Вылетел бы с боевой работы как из пушки, не будь у Савицкого чувства юмора.
Дело было так. Уленшпигель зимой нашел в подъезде щенка, принес его в караул
и уговорил Гулина поставить на довольствие. Дворняга выросла, Уленшпигель
назвал ее Полундрой и обучил всяким фокусам. И вот приезжает Савицкий на
разбор тушения дачи, из глаз молнии, выстроил нас и только рот раскрыл,
Полундра -- "гав-гав-гав!". Это Уленшпигель моргнул, без команды Полундра
никогда на построении не лаяла. Савицкий; "Пошла вон!", снова рот раскрыл, а
Полундра -- "гав-гав-гав!". И так до тех пор, пока полковник не сдался:
махнул рукой, посмеялся вместе со всеми, погрозил Гулину пальцем и уехал.
В настоящий пожар, когда было не до шуток, терпеть не мог посторонних.

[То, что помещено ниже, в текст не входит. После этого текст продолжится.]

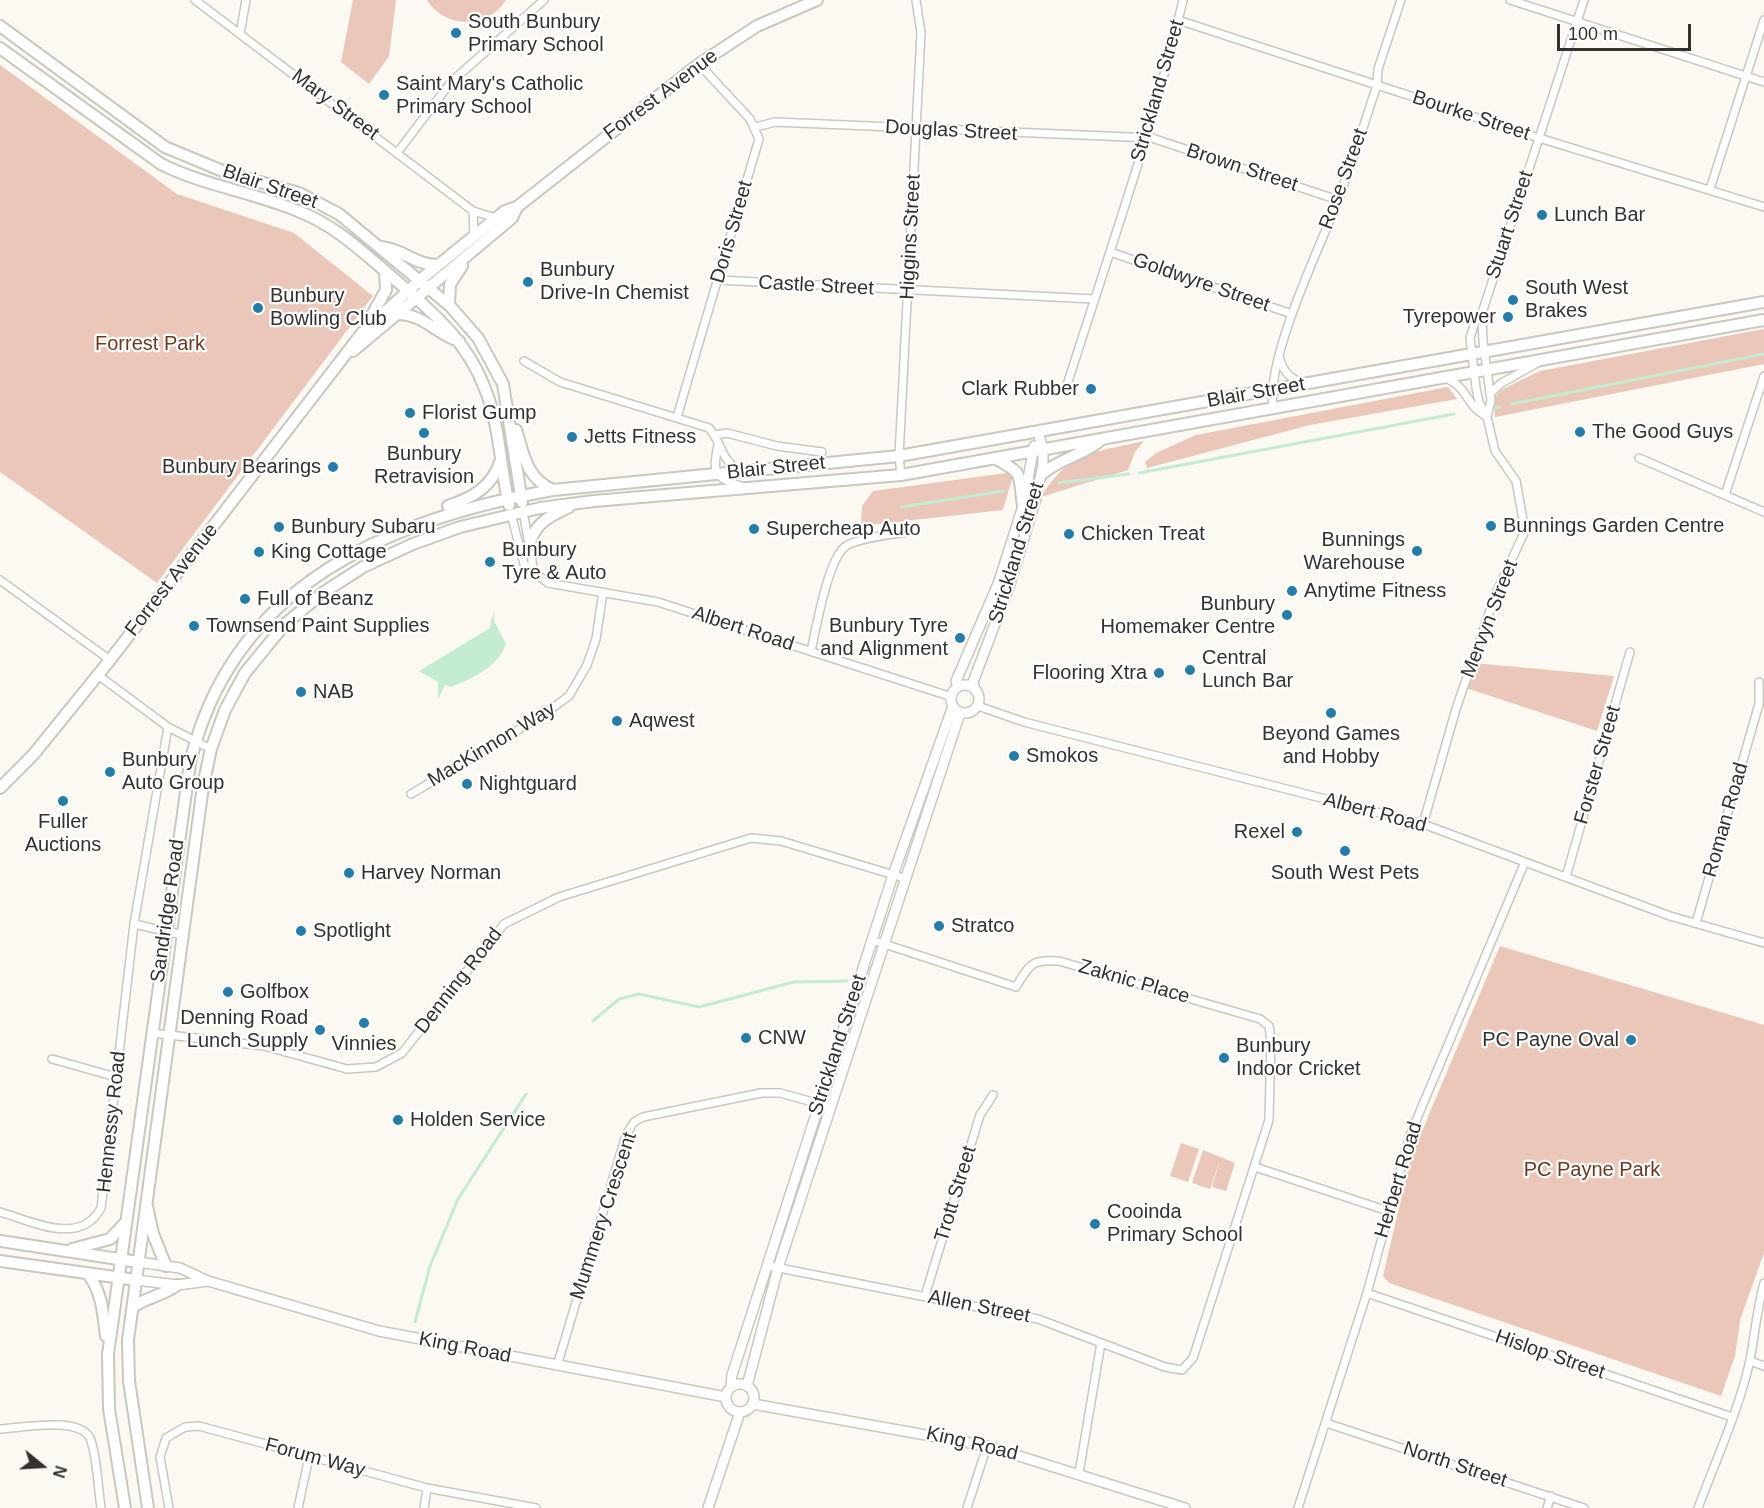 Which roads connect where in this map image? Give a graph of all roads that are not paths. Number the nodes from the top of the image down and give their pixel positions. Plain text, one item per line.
1 (195, 0) edge
2 (246, 0) edge
3 (544, 0) edge
4 (817, 0) edge
5 (916, 0) edge
6 (1183, 0) edge
7 (1401, 0) edge
8 (1510, 0) edge
9 (1584, 0) edge
10 (1178, 20) junction
11 (1764, 20) edge
12 (1576, 22) junction
13 (0, 26) edge
14 (240, 33) junction
15 (0, 48) edge
16 (699, 64) junction
17 (1746, 76) junction
18 (1764, 82) edge
19 (1377, 85) junction
20 (756, 128) junction
21 (916, 130) junction
22 (1539, 138) junction
23 (1146, 139) junction
24 (398, 153) junction
25 (1710, 189) junction
26 (1338, 200) junction
27 (517, 207) junction
28 (1764, 207) edge
29 (473, 211) junction
30 (496, 218) junction
31 (474, 236) junction
32 (381, 247) junction
33 (1110, 252) junction
34 (469, 253) junction
35 (438, 265) junction
36 (385, 271) junction
37 (718, 280) junction
38 (424, 284) junction
39 (908, 291) junction
40 (412, 294) junction
41 (1094, 299) junction
42 (1764, 302) edge
43 (449, 305) junction
44 (1482, 313) junction
45 (397, 314) junction
46 (1292, 315) junction
47 (1764, 320) edge
48 (362, 333) junction
49 (459, 341) junction
50 (1485, 353) junction
51 (1472, 356) junction
52 (1280, 357) junction
53 (524, 361) dead end
54 (1541, 361) junction
55 (338, 365) junction
56 (1486, 370) junction
57 (1474, 373) junction
58 (1764, 376) edge
59 (1446, 378) junction
60 (503, 384) junction
61 (1303, 384) junction
62 (1066, 388) dead end
63 (1270, 390) junction
64 (1490, 394) junction
65 (1273, 407) junction
66 (677, 417) junction
67 (1487, 417) junction
68 (1038, 432) junction
69 (717, 439) junction
70 (1103, 439) junction
71 (1038, 450) junction
72 (822, 452) dead end
73 (899, 456) junction
74 (994, 458) junction
75 (1639, 458) dead end
76 (501, 460) junction
77 (743, 471) junction
78 (716, 474) junction
79 (1042, 474) junction
80 (901, 475) junction
81 (742, 487) junction
82 (553, 490) junction
83 (521, 495) junction
84 (1725, 495) junction
85 (507, 498) junction
86 (578, 503) junction
87 (1023, 506) junction
88 (523, 511) junction
89 (1764, 512) edge
90 (511, 514) junction
91 (914, 531) dead end
92 (381, 539) junction
93 (530, 542) junction
94 (534, 572) junction
95 (0, 580) edge
96 (603, 592) junction
97 (811, 651) junction
98 (1630, 652) dead end
99 (110, 660) junction
100 (98, 675) junction
101 (1759, 682) dead end
102 (958, 687) junction
103 (975, 690) junction
104 (955, 705) junction
105 (978, 706) junction
106 (168, 727) junction
107 (194, 741) junction
108 (211, 749) junction
109 (0, 788) edge
110 (411, 794) dead end
111 (1423, 824) junction
112 (1525, 862) junction
113 (892, 875) junction
114 (1566, 877) junction
115 (904, 878) junction
116 (1696, 923) junction
117 (134, 924) junction
118 (165, 932) junction
119 (183, 935) junction
120 (872, 940) junction
121 (884, 943) junction
122 (1764, 943) edge
123 (152, 1033) junction
124 (170, 1035) junction
125 (52, 1059) dead end
126 (116, 1077) junction
127 (993, 1095) dead end
128 (819, 1103) junction
129 (831, 1107) junction
130 (1256, 1167) junction
131 (146, 1203) junction
132 (1388, 1211) junction
133 (0, 1212) edge
134 (124, 1223) junction
135 (0, 1241) edge
136 (66, 1251) junction
137 (120, 1259) junction
138 (0, 1260) edge
139 (138, 1262) junction
140 (166, 1266) junction
141 (774, 1267) junction
142 (88, 1274) junction
143 (117, 1278) junction
144 (136, 1280) junction
145 (208, 1281) junction
146 (1764, 1283) edge
147 (177, 1285) junction
148 (1367, 1293) junction
149 (925, 1296) junction
150 (133, 1307) junction
151 (1101, 1343) junction
152 (108, 1354) junction
153 (1750, 1360) junction
154 (557, 1366) junction
155 (1764, 1366) edge
156 (747, 1386) junction
157 (731, 1387) junction
158 (726, 1397) junction
159 (753, 1404) junction
160 (740, 1412) junction
161 (1732, 1417) junction
162 (1326, 1423) junction
163 (0, 1429) edge
164 (987, 1446) junction
165 (309, 1457) junction
166 (1079, 1473) junction
167 (427, 1488) junction
168 (1551, 1496) junction
169 (1172, 1506) edge
170 (101, 1508) edge
171 (125, 1508) edge
172 (148, 1508) edge
173 (169, 1508) edge
174 (298, 1508) edge
175 (423, 1508) edge
176 (536, 1508) edge
177 (708, 1508) edge
178 (967, 1508) edge
179 (1185, 1508) edge
180 (1298, 1508) edge
181 (1547, 1508) edge
182 (1584, 1508) edge
183 (1698, 1508) edge

1 - 14 street, Mary Street
2 - 14 street
3 - 24 street
4 - 16 main road, Forrest Avenue
5 - 21 street, Higgins Street
6 - 10 street, Strickland Street
7 - 19 street, Rose Street
8 - 12 street
9 - 12 street, Stuart Street
10 - 19 street, Bourke Street
10 - 23 street, Strickland Street
11 - 17 street
12 - 17 street
12 - 22 street, Stuart Street
13 - 32 main road, Blair Street
14 - 24 street, Mary Street
15 - 36 main road, Blair Street
16 - 20 street
16 - 27 main road, Forrest Avenue
17 - 18 street
17 - 25 street
19 - 22 street, Bourke Street
19 - 26 street, Rose Street
20 - 21 street, Douglas Street
20 - 37 street, Doris Street
21 - 23 street, Douglas Street
21 - 39 street, Higgins Street
22 - 25 street, Bourke Street
22 - 44 street, Stuart Street
23 - 26 street, Brown Street
23 - 33 street, Strickland Street
24 - 29 street, Mary Street
25 - 28 street, Bourke Street
26 - 46 street, Rose Street
27 - 30 main road, Forrest Avenue
27 - 34 main road, Forrest Avenue
29 - 30 street, Mary Street
29 - 31 street
30 - 31 main road, Forrest Avenue
31 - 35 main road, Forrest Avenue
32 - 35 main road
32 - 38 main road, Blair Street
33 - 41 street, Strickland Street
33 - 46 street, Goldwyre Street
34 - 38 main road, Forrest Avenue
34 - 43 main road
35 - 38 main road, Forrest Avenue
36 - 40 main road, Blair Street
36 - 48 main road
37 - 39 street, Castle Street
37 - 66 street, Doris Street
38 - 40 main road, Forrest Avenue
38 - 43 main road, Blair Street
39 - 41 street, Castle Street
39 - 73 street, Higgins Street
40 - 45 main road, Forrest Avenue
40 - 48 main road, Forrest Avenue
40 - 49 main road, Blair Street
41 - 62 street, Strickland Street
42 - 50 main road, Blair Street
43 - 60 main road, Blair Street
44 - 50 street, Stuart Street
44 - 51 street, Stuart Street
45 - 49 main road
45 - 55 main road, Forrest Avenue
46 - 52 street, Rose Street
47 - 54 main road, Blair Street
48 - 55 main road, Forrest Avenue
49 - 76 main road, Blair Street
50 - 51 main road, Blair Street
50 - 56 street, Mervyn Street
51 - 57 street, Mervyn Street
51 - 61 main road, Blair Street
52 - 61 street
52 - 63 street, Rose Street
53 - 66 street
54 - 56 main road, Blair Street
54 - 64 street
55 - 99 main road, Forrest Avenue
56 - 57 main road, Blair Street
56 - 64 street, Mervyn Street
57 - 59 main road, Blair Street
57 - 67 street, Mervyn Street
58 - 84 street
59 - 65 main road, Blair Street
59 - 67 street
60 - 82 main road
60 - 83 main road, Blair Street
61 - 63 main road, Blair Street
63 - 65 street, Rose Street
63 - 68 main road, Blair Street
64 - 67 street, Mervyn Street
65 - 70 main road, Blair Street
66 - 69 street
67 - 111 street, Mervyn Street
68 - 71 street, Strickland Street
68 - 73 main road, Blair Street
69 - 72 street
69 - 77 street
69 - 78 street
70 - 71 main road, Blair Street
70 - 79 main road
71 - 74 main road, Blair Street
71 - 79 street, Strickland Street
71 - 87 street, Strickland Street
73 - 77 main road, Blair Street
73 - 80 street, Higgins Street
74 - 80 main road, Blair Street
74 - 87 main road
75 - 84 street
76 - 85 main road, Blair Street
76 - 92 main road
77 - 78 main road, Blair Street
78 - 81 street
78 - 82 main road, Blair Street
79 - 103 street, Strickland Street
80 - 81 main road, Blair Street
81 - 86 main road, Blair Street
82 - 83 main road, Blair Street
83 - 85 main road, Sandridge Road
83 - 88 main road
84 - 89 street
85 - 90 main road, Blair Street
85 - 92 main road, Sandridge Road
86 - 88 main road, Blair Street
86 - 93 main road
87 - 102 street, Strickland Street
88 - 90 main road, Sandridge Road
88 - 93 street
90 - 94 street
90 - 108 main road, Sandridge Road
91 - 97 street
92 - 107 main road, Sandridge Road
93 - 94 street
94 - 96 street, Albert Road
95 - 99 street
96 - 97 street, Albert Road
96 - 110 street, MacKinnon Way
97 - 104 street, Albert Road
98 - 114 street, Forster Street
99 - 100 main road, Forrest Avenue
100 - 106 street
100 - 109 main road, Forrest Avenue
101 - 116 street, Roman Road
102 - 103 street
102 - 104 street
103 - 105 street
104 - 105 street
104 - 113 street, Strickland Street
104 - 115 street, Strickland Street
105 - 111 street, Albert Road
106 - 107 street
106 - 117 street, Hennessy Road
107 - 108 street
107 - 118 main road, Sandridge Road
108 - 119 main road, Sandridge Road
111 - 112 street, Albert Road
112 - 114 street, Albert Road
112 - 132 street, Herbert Road
113 - 115 street, Denning Road
113 - 120 street, Strickland Street
113 - 124 street, Denning Road
114 - 116 street, Albert Road
115 - 121 street, Strickland Street
116 - 122 street, Albert Road
117 - 118 street
117 - 126 street, Hennessy Road
118 - 119 street
118 - 123 main road, Sandridge Road
119 - 124 main road, Sandridge Road
120 - 121 street, Zaknic Place
120 - 128 street, Strickland Street
121 - 129 street, Strickland Street
121 - 130 street, Zaknic Place
123 - 124 street, Denning Road
123 - 134 main road, Sandridge Road
124 - 131 main road, Sandridge Road
125 - 126 street
126 - 133 street, Hennessy Road
127 - 149 street, Trott Street
128 - 129 street, Mummery Crescent
128 - 141 street, Strickland Street
128 - 154 street, Mummery Crescent
129 - 141 street, Strickland Street
130 - 132 street
130 - 151 street, Allen Street
131 - 139 main road, Sandridge Road
131 - 140 main road
132 - 148 street, Herbert Road
134 - 136 main road
134 - 137 main road, Sandridge Road
135 - 136 main road
136 - 137 main road
137 - 139 main road
137 - 143 main road, Sandridge Road
138 - 142 main road
139 - 140 street, King Road
139 - 144 main road, Sandridge Road
140 - 145 street, King Road
141 - 149 street, Allen Street
141 - 156 street, Strickland Street
141 - 157 street, Strickland Street
142 - 143 main road
142 - 152 main road
143 - 144 main road
143 - 152 main road, Sandridge Road
144 - 147 street, King Road
144 - 150 main road, Sandridge Road
145 - 147 street, King Road
145 - 154 street, King Road
146 - 153 street
147 - 150 main road
148 - 161 street, Hislop Street
148 - 162 street, Herbert Road
149 - 151 street, Allen Street
150 - 172 main road, Sandridge Road
151 - 166 street
152 - 171 main road, Sandridge Road
153 - 155 street
153 - 161 street
154 - 158 street, King Road
156 - 157 street
156 - 159 street
157 - 158 street
158 - 160 street
159 - 160 street
159 - 164 street, King Road
160 - 177 street
161 - 183 street
162 - 168 street, North Street
162 - 180 street, Herbert Road
163 - 170 street
164 - 166 street, King Road
164 - 178 street
165 - 167 street, Forum Way
165 - 173 street, Forum Way
165 - 174 street
166 - 169 street, King Road
167 - 175 street
167 - 176 street, Forum Way
168 - 181 street
168 - 182 street, North Street
169 - 179 street, King Road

Помню, тушили поздней осенью жилой дом, жильцов пришлось эвакуировать, все
мокрые, злые, замерзшие, и тут через оцепление просочился к штабу видный
собой мужик, в дубленке и лисьей шапке. Я баллон в КИПе менял, все видел.
Мужик важный, с большим чувством собственного достоинства, привык к
унижению. "Кто здесь главный?" -- спрашивает. Ему кивают на Савицкого,
который в это время внушает начальнику тыла за бездействующий гидрант, сам
не на полковника похож, а на ночного сторожа: в старом брезентовом плаще,
битой каске, весь в копоти, грязный. Ну, мужик видит, с кем имеет дело, и
этак покровительственно: "Вы, что ли, здесь командуете?" -- "Ну, я. Чего
надо?" -- "Здесь во дворе мой гараж, прошу принять меры..." А Савицкий: "Кто
здесь из милиции?" Подскочил майор: "Слушаю, товарищ полковник!" --
"Возьмите этого товарища, посадите в машину и отвезите за пять километров.
Выполнять!"
Но из всего этого нельзя делать вывод, что Дед идеализировал свое
время. Хотя и ворчал, что "у нас вооружение было, как при Петре, а у вас и
пеногенераторы, автолестницы...", но именно новое вооружение он освоил лучше
других: и очень жалел, что оно появилось так поздно, кода он был "уже на
излете". Да и к молодежи Дед относился с симпатией, хотя посмеивался над
ромбиками Высшей школы, где нас, по его мнению, пять лет учили, как сдувать
друг у друга конспекты и пускать пыль в глаза; и еще но мог нам простить
того, что во внеслужебное время мы ходили в джинсах. "Виданное ли дело, --
возмущался он, -- за штаны платить столько, сколько за стиральную машину! За
дерюгу, которой трешка -- красная цена!"
Но что совершенно повергало Деда в прострацию, так это сегодняшняя
модная мебель. Если джинсами он только возмущался, то к мебели из трухи
относился с нескрываемым презрением и пришел в совершеннейший восторг, когда
мода, совершив крутой виток, вновь неслыханно возвысила красное дерево:
буфеты, кресла и столы, которые Дед когда-то покупал в комиссионных за
бесценок и реставрировал, теперь стоили бешеных денег, и наша квартира была
обставлена такой мебелью, какую только в музее и увидишь. А тумбочку XVIII
века, которая обошлась Деду в десятку, Ольга и в самом деле утащила в музей.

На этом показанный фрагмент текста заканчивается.